As well as my Sandbox, part of my defence layering, as Chuck suggests, is a structured one. I run Windows Firewall, Avast Antivirus 4.7 Home Edition, AdAware 2008, Spybot Search and Destroy 1.6, and SpywareBlaster. I also didn't pay a centime for any of them. They are FREE! I know it's all over-kill, but it makes me feel good!

One in particular, is SpywareBlaster 4.1, from Javacool Software.


This is what they say on their Webpage...

" Spyware, adware, browser hijackers, and dialers are some of the fastest-growing threats on the Internet today.

* By simply browsing to a web page, you could find your computer to be the brand-new host of one of these unwanted fiends!
* The most important step you can take is to secure your system. And ...
* SpywareBlaster is the most powerful protection program available.

* Prevent the installation of ActiveX-based spyware, adware, browser hijackers, dialers, and other potentially unwanted software.
* Block spyware/tracking cookies in Internet Explorer and Mozilla/Firefox.
* Restrict the actions of potentially unwanted sites in Internet Explorer.
* SpywareBlaster can help keep your system spyware-free and secure, without interfering with the "good side" of the web.
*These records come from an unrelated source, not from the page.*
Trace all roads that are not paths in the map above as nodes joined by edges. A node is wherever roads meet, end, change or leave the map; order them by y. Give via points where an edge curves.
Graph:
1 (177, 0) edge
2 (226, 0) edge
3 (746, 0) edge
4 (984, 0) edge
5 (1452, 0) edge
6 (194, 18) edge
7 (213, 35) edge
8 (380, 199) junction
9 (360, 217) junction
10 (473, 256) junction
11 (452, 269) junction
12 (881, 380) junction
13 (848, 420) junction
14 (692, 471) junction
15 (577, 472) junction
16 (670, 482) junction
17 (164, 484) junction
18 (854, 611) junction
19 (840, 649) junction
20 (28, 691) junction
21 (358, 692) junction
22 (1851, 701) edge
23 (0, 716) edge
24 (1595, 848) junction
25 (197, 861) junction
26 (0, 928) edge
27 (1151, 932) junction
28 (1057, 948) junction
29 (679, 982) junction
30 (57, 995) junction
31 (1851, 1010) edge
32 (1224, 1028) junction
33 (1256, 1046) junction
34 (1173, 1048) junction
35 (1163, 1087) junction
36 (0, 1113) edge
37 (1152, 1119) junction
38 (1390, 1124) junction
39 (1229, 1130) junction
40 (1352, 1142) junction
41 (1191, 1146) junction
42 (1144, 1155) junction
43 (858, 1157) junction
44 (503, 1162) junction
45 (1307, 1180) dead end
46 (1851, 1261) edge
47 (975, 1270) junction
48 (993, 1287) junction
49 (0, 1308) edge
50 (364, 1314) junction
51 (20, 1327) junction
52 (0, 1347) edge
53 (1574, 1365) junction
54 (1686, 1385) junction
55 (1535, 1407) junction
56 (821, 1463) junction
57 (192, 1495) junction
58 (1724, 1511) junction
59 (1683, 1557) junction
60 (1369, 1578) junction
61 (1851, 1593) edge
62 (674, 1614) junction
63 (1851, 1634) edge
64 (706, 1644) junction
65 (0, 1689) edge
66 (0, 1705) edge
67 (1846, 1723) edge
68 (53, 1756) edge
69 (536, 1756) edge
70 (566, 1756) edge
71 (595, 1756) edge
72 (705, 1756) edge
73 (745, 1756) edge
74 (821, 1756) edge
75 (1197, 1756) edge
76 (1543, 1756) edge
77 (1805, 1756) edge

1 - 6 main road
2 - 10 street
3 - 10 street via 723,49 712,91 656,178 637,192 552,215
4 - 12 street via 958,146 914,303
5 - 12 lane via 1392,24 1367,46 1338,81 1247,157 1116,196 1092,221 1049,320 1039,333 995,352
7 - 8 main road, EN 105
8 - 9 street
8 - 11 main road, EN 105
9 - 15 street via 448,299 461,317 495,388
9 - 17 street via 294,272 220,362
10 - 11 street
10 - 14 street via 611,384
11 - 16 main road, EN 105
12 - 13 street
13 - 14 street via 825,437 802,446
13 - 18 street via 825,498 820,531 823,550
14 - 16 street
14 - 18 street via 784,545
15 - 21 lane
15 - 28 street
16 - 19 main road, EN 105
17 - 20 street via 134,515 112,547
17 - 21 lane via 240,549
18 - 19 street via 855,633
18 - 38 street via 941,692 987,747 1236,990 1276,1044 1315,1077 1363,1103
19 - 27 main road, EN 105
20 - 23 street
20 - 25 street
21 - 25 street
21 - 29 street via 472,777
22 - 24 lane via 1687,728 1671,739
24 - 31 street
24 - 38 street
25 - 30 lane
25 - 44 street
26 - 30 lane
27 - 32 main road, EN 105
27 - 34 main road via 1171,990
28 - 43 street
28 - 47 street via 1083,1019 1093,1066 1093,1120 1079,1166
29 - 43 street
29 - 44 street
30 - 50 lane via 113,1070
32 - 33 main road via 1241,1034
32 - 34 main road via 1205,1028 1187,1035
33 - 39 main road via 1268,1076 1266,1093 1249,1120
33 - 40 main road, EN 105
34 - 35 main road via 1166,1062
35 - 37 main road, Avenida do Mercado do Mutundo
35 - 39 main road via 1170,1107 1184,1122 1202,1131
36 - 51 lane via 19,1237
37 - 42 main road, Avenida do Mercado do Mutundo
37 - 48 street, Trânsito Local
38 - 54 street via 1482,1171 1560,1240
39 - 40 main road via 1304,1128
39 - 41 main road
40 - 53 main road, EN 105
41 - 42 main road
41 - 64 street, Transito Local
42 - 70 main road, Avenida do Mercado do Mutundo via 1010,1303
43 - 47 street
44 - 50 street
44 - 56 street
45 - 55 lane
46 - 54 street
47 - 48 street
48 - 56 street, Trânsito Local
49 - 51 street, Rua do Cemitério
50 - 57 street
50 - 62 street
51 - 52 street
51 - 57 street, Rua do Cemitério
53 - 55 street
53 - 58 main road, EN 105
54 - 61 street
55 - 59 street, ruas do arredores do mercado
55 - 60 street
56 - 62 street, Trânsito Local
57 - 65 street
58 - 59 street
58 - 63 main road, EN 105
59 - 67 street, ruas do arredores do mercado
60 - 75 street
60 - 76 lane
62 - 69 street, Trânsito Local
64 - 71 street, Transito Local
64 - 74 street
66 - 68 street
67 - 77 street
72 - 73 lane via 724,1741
And unlike other programs, SpywareBlaster does not have to remain running in the background.

SpywareBlaster is freeware for personal and educational use".

You won't even know it's working for you, a watch-dog with big teeth, if you will, but it is a significant fighter against the 'baddies', that will only enhance your protection. I thoroughly recommend it.

Don't forget to keep your defences updated! Regularly!